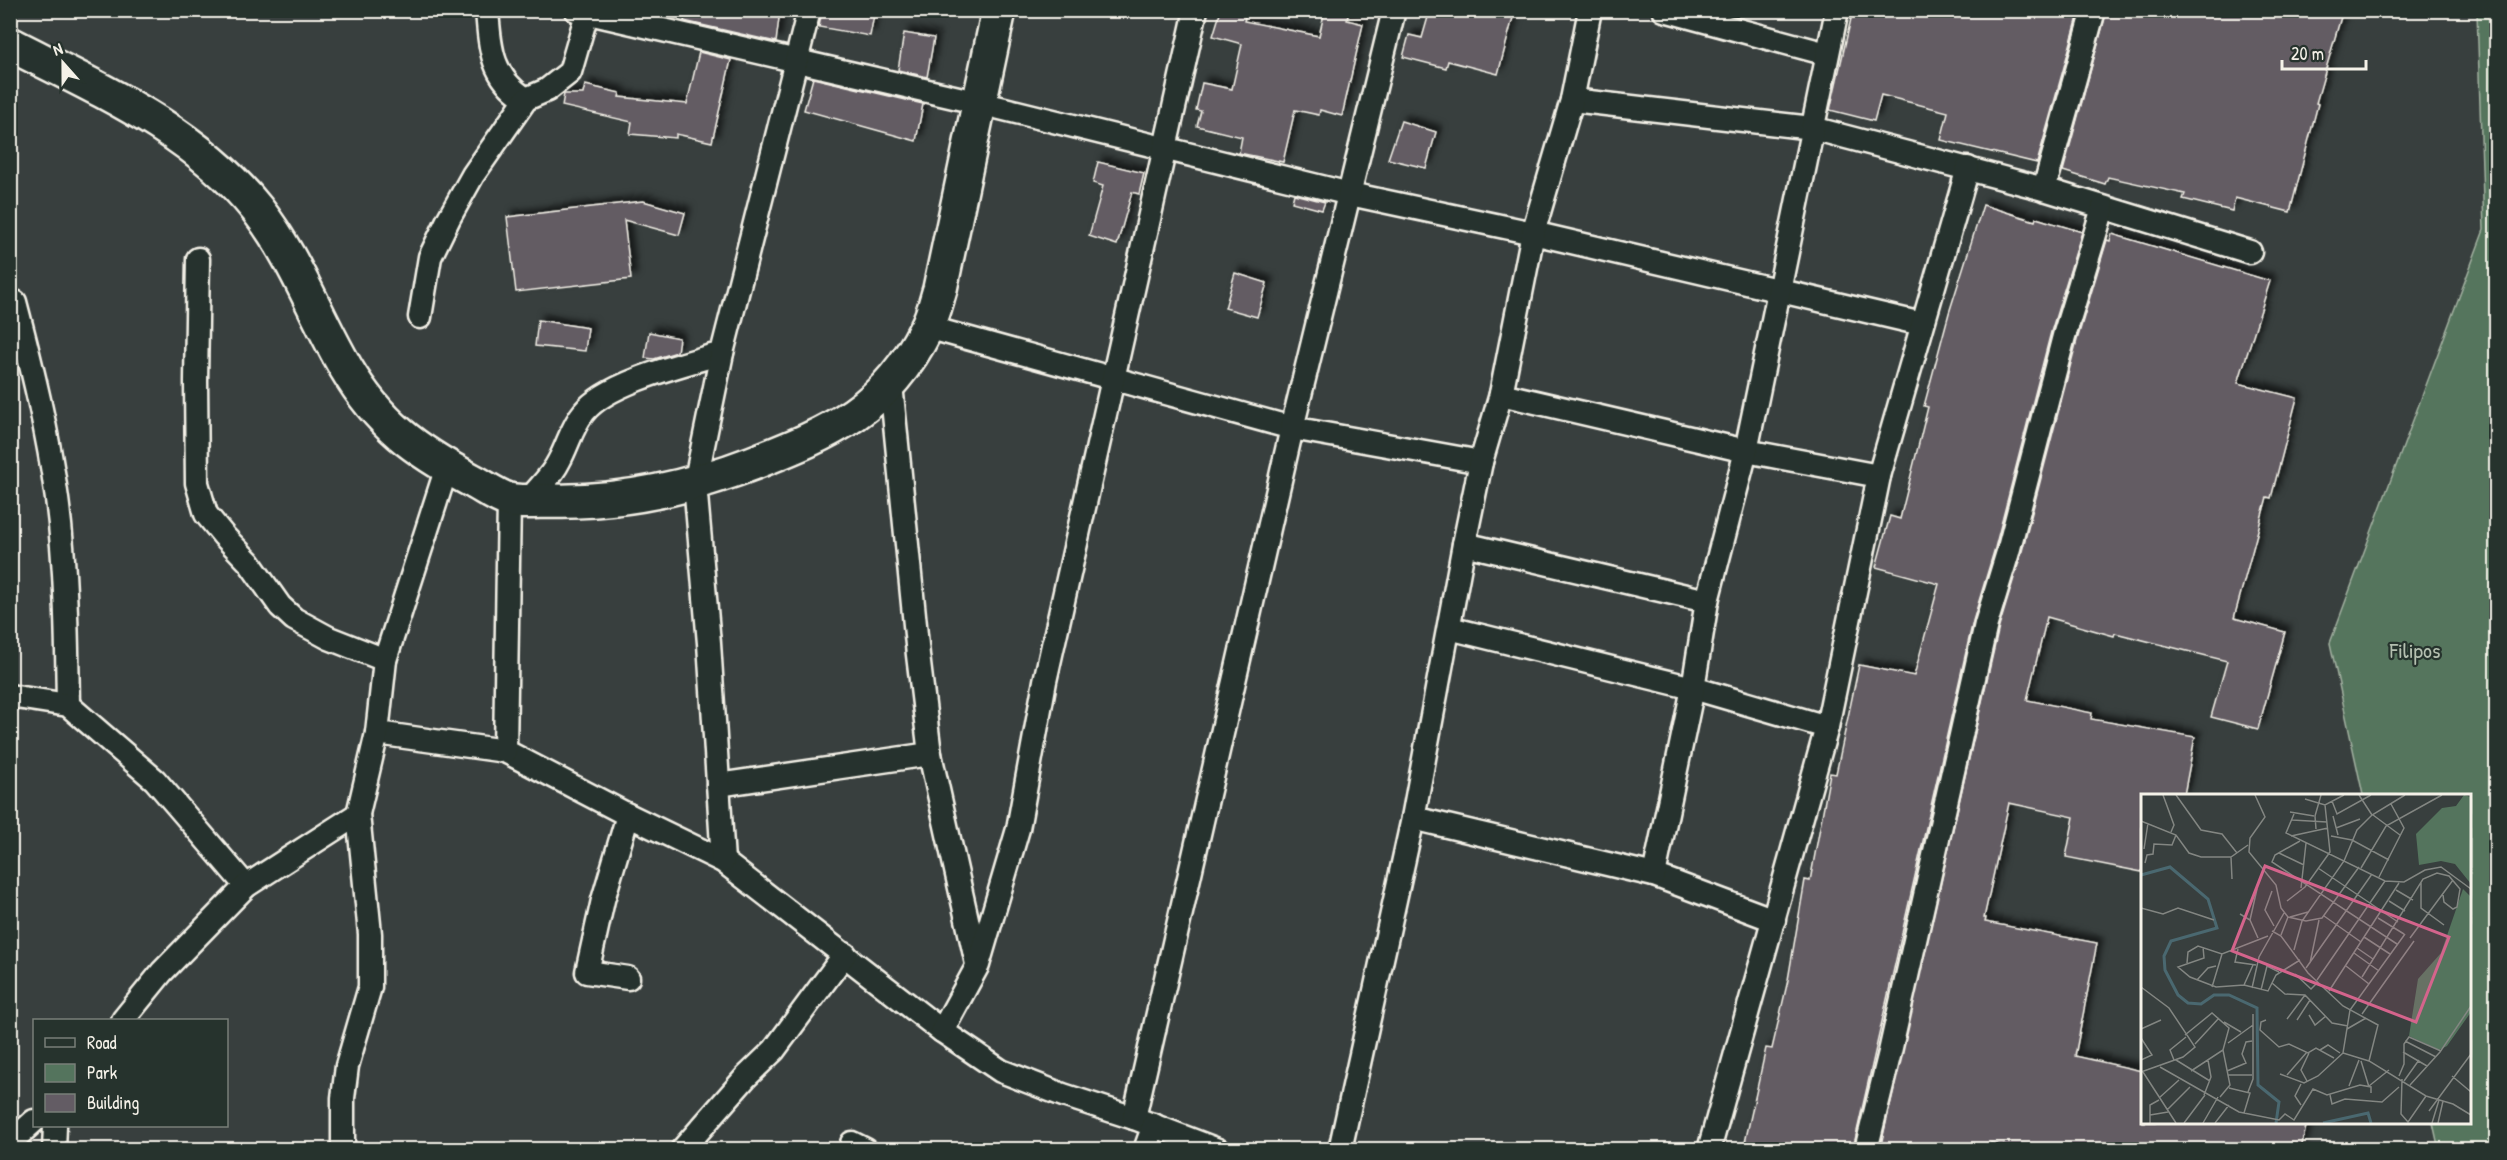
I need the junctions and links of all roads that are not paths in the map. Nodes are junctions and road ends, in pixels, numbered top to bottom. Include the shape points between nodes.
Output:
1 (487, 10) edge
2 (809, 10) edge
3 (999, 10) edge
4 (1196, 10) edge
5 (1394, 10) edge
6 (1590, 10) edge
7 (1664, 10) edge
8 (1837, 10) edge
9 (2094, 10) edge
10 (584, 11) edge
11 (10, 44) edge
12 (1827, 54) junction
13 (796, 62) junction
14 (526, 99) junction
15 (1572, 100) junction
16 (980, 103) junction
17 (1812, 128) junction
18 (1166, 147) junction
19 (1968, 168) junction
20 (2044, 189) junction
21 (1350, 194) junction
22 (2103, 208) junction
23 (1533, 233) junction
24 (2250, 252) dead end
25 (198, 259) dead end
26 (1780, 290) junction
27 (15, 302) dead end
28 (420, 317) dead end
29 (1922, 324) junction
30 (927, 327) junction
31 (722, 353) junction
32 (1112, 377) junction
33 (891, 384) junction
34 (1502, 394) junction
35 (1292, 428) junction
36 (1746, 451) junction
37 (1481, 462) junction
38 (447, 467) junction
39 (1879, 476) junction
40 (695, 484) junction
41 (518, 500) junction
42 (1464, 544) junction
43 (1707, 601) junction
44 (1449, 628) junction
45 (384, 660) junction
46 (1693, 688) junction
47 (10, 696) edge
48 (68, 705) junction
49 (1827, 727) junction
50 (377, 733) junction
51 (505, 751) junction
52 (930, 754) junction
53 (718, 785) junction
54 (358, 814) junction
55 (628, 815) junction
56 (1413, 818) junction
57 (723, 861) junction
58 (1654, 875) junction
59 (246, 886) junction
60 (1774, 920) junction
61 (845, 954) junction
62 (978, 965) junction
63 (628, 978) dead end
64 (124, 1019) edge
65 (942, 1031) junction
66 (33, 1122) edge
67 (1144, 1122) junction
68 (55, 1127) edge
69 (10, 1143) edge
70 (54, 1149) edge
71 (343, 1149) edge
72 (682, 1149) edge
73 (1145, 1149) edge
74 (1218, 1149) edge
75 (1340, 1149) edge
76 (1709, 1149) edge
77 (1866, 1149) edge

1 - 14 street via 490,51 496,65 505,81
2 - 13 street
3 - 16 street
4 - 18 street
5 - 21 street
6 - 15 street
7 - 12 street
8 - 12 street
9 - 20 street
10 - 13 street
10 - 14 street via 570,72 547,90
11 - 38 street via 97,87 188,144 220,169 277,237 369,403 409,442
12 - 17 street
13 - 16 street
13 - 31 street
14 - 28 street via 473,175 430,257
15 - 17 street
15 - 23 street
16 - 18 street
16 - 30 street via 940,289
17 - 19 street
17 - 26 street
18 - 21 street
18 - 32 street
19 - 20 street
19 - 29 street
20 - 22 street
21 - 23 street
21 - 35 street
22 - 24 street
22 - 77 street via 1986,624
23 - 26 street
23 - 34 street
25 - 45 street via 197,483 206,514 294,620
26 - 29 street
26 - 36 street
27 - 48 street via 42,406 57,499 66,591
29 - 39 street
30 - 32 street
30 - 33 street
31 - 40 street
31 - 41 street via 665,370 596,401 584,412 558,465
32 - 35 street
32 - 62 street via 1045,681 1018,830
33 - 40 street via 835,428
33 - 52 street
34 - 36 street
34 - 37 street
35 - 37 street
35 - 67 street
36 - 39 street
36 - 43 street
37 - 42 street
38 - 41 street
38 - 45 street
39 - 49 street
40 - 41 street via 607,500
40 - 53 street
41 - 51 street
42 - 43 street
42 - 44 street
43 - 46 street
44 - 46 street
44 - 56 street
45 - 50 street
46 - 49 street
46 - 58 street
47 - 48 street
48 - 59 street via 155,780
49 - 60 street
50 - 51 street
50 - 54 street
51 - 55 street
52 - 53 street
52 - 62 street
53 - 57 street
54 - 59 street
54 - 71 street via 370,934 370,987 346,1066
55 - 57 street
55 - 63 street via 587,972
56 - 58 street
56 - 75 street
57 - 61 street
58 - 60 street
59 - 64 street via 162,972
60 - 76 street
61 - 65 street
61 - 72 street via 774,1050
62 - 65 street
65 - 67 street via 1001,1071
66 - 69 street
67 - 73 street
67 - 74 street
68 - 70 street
########################################
* [Exercise directions]
Look over the entries above. Copy every line that contains the word "dead".

* [Result of this exercise]
24 (2250, 252) dead end
25 (198, 259) dead end
27 (15, 302) dead end
28 (420, 317) dead end
63 (628, 978) dead end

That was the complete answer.